■ **PROBLEM**: Every line of the material is to be returned verbatim. Pictures stay out.

=-=-=

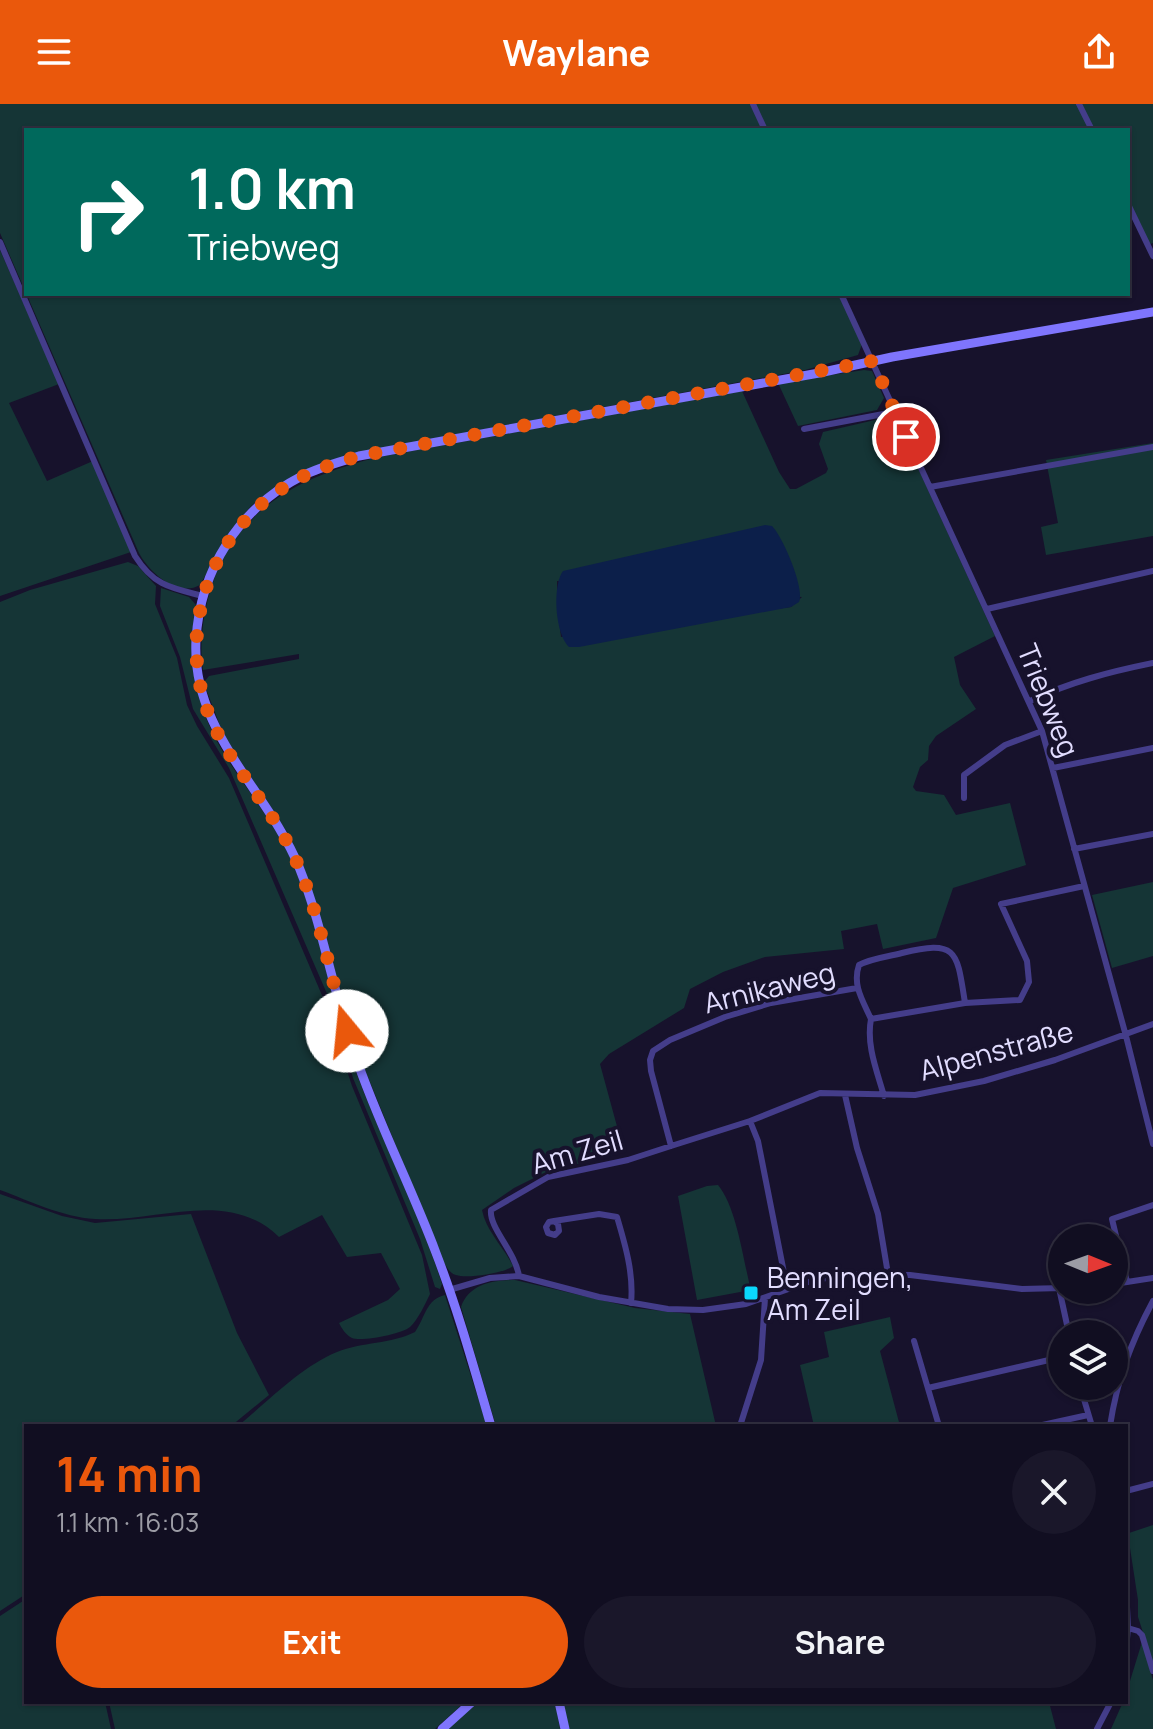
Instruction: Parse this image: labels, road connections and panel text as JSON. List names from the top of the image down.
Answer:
{
  "streets": {
    "street": [
      "Triebweg",
      "Arnikaweg",
      "Alpenstraße",
      "Am Zeil"
    ]
  },
  "crossings": [
    ["Triebweg", "Alpenstraße"],
    ["Arnikaweg", "Alpenstraße"],
    ["Arnikaweg", "Am Zeil"],
    ["Alpenstraße", "Am Zeil"]
  ],
  "places": {
    "transit": ["Benningen, Am Zeil"]
  },
  "north": "right",
  "page": {
    "header": "Waylane",
    "turn": ["1.0 km", "Triebweg"],
    "heading": ["14 min", "1.1 km · 16:03"],
    "buttons": ["Exit", "Share"]
  }
}
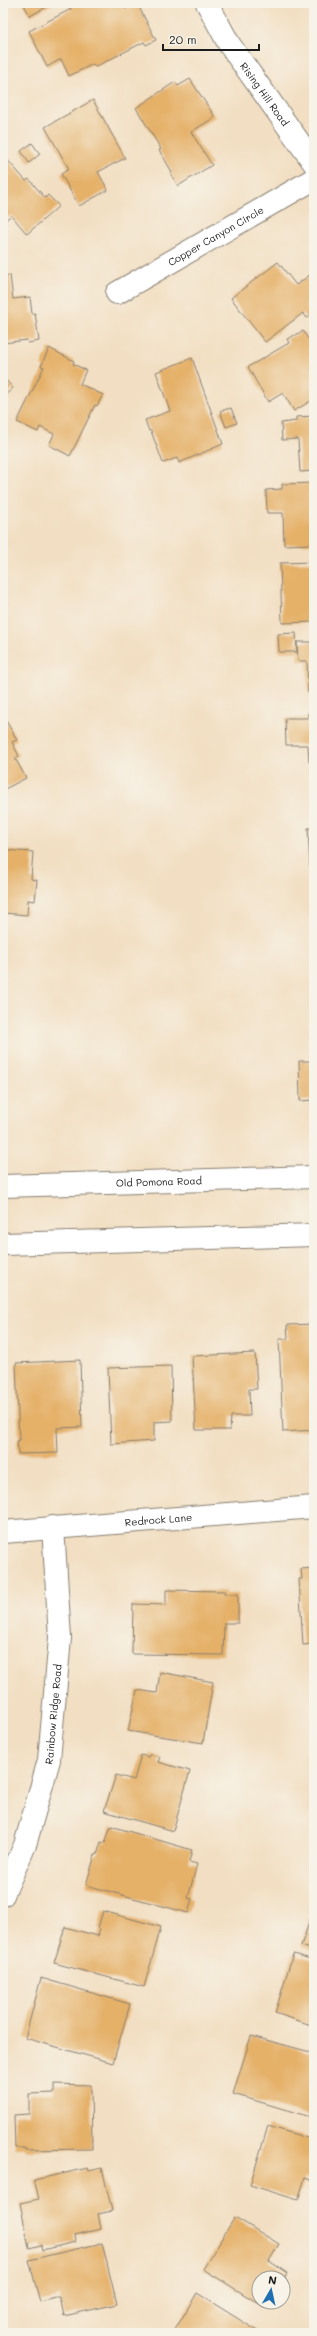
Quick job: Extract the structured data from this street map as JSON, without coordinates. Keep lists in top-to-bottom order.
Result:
{
  "streets": {
    "street": [
      "Rising Hill Road",
      "Copper Canyon Circle",
      "Old Pomona Road",
      "Redrock Lane",
      "Rainbow Ridge Road"
    ]
  },
  "crossings": [
    ["Redrock Lane", "Rainbow Ridge Road"]
  ],
  "scale_bar": "20 m",
  "north": "top"
}
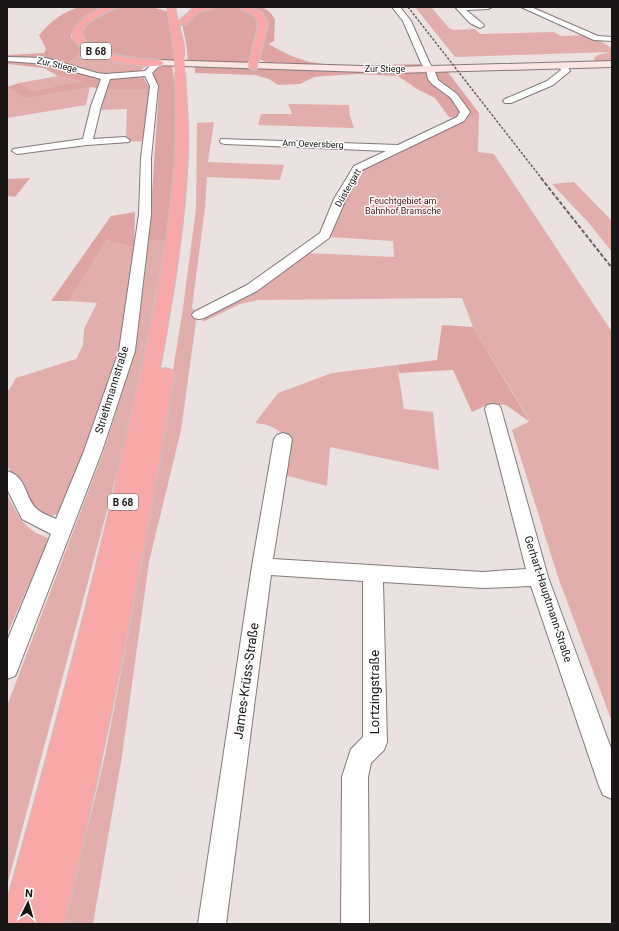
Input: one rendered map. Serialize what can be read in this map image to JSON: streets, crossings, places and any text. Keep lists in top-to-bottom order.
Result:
{
  "streets": {
    "highway": ["B 68"],
    "street": [
      "Zur Stiege",
      "Am Oeversberg",
      "Düstergatt",
      "Striethmannstraße",
      "Gerhart-Hauptmann-Straße",
      "James-Krüss-Straße",
      "Lortzingstraße"
    ]
  },
  "crossings": [
    ["B 68", "Zur Stiege"],
    ["B 68", "Striethmannstraße"],
    ["Zur Stiege", "Düstergatt"],
    ["Zur Stiege", "Striethmannstraße"],
    ["Am Oeversberg", "Düstergatt"]
  ],
  "parks": ["Feuchtgebiet am Bahnhof Bramsche"],
  "north": "top"
}
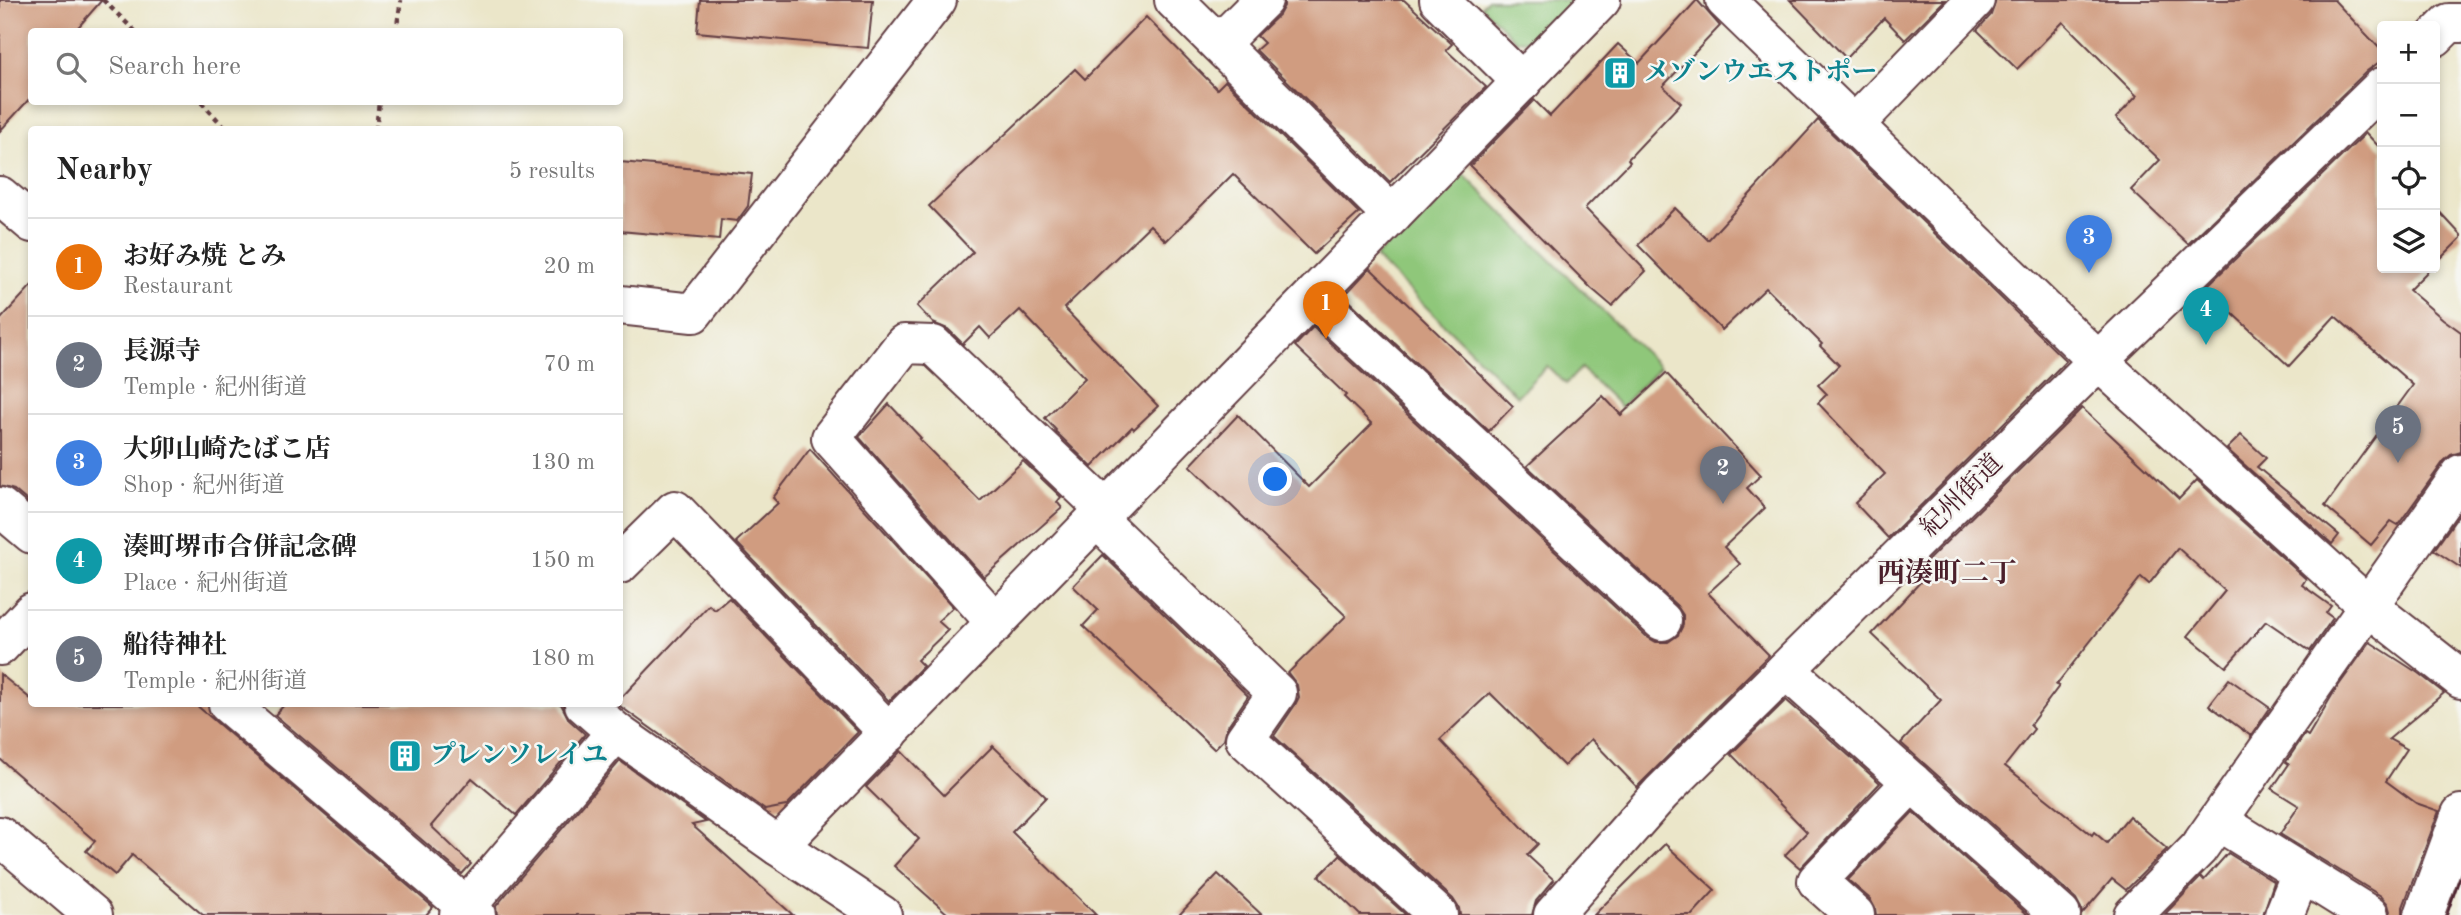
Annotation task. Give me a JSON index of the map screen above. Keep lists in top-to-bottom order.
{
  "streets": {
    "street": ["紀州街道"]
  },
  "districts": ["西湊町二丁"],
  "places": {
    "building": ["メゾンウエストポー", "プレンソレイユ"]
  },
  "page": {
    "map_buttons": ["+", "−"],
    "search": "Search here",
    "heading": ["Nearby", "5 results"],
    "pins": [
      "3",
      "1",
      "4",
      "5",
      "2"
    ],
    "list": [
      {
        "mark": "1",
        "name": "お好み焼 とみ",
        "note": "Restaurant",
        "value": "20 m"
      },
      {
        "mark": "2",
        "name": "長源寺",
        "note": "Temple · 紀州街道",
        "value": "70 m"
      },
      {
        "mark": "3",
        "name": "大卯山崎たばこ店",
        "note": "Shop · 紀州街道",
        "value": "130 m"
      },
      {
        "mark": "4",
        "name": "湊町堺市合併記念碑",
        "note": "Place · 紀州街道",
        "value": "150 m"
      },
      {
        "mark": "5",
        "name": "船待神社",
        "note": "Temple · 紀州街道",
        "value": "180 m"
      }
    ]
  }
}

=-=-=

■ **TASK SOLUTION**:
Instruction: Parse this image: labels, road connections and panel text as JSON. List names from the top of the image down.
Answer:
{
  "streets": {
    "street": [
      "Triebweg",
      "Arnikaweg",
      "Alpenstraße",
      "Am Zeil"
    ]
  },
  "crossings": [
    ["Triebweg", "Alpenstraße"],
    ["Arnikaweg", "Alpenstraße"],
    ["Arnikaweg", "Am Zeil"],
    ["Alpenstraße", "Am Zeil"]
  ],
  "places": {
    "transit": ["Benningen, Am Zeil"]
  },
  "north": "right",
  "page": {
    "header": "Waylane",
    "turn": ["1.0 km", "Triebweg"],
    "heading": ["14 min", "1.1 km · 16:03"],
    "buttons": ["Exit", "Share"]
  }
}
Quick job: Extract the structured data from this street map as JSON, without coordinates. Keep lists in top-to-bottom order.
Result:
{
  "streets": {
    "street": [
      "Rising Hill Road",
      "Copper Canyon Circle",
      "Old Pomona Road",
      "Redrock Lane",
      "Rainbow Ridge Road"
    ]
  },
  "crossings": [
    ["Redrock Lane", "Rainbow Ridge Road"]
  ],
  "scale_bar": "20 m",
  "north": "top"
}
Input: one rendered map. Serialize what can be read in this map image to JSON: streets, crossings, places and any text. Keep lists in top-to-bottom order.
Result:
{
  "streets": {
    "highway": ["B 68"],
    "street": [
      "Zur Stiege",
      "Am Oeversberg",
      "Düstergatt",
      "Striethmannstraße",
      "Gerhart-Hauptmann-Straße",
      "James-Krüss-Straße",
      "Lortzingstraße"
    ]
  },
  "crossings": [
    ["B 68", "Zur Stiege"],
    ["B 68", "Striethmannstraße"],
    ["Zur Stiege", "Düstergatt"],
    ["Zur Stiege", "Striethmannstraße"],
    ["Am Oeversberg", "Düstergatt"]
  ],
  "parks": ["Feuchtgebiet am Bahnhof Bramsche"],
  "north": "top"
}
Annotation task. Give me a JSON index of the map screen above. Keep lists in top-to-bottom order.
{
  "streets": {
    "street": ["紀州街道"]
  },
  "districts": ["西湊町二丁"],
  "places": {
    "building": ["メゾンウエストポー", "プレンソレイユ"]
  },
  "page": {
    "map_buttons": ["+", "−"],
    "search": "Search here",
    "heading": ["Nearby", "5 results"],
    "pins": [
      "3",
      "1",
      "4",
      "5",
      "2"
    ],
    "list": [
      {
        "mark": "1",
        "name": "お好み焼 とみ",
        "note": "Restaurant",
        "value": "20 m"
      },
      {
        "mark": "2",
        "name": "長源寺",
        "note": "Temple · 紀州街道",
        "value": "70 m"
      },
      {
        "mark": "3",
        "name": "大卯山崎たばこ店",
        "note": "Shop · 紀州街道",
        "value": "130 m"
      },
      {
        "mark": "4",
        "name": "湊町堺市合併記念碑",
        "note": "Place · 紀州街道",
        "value": "150 m"
      },
      {
        "mark": "5",
        "name": "船待神社",
        "note": "Temple · 紀州街道",
        "value": "180 m"
      }
    ]
  }
}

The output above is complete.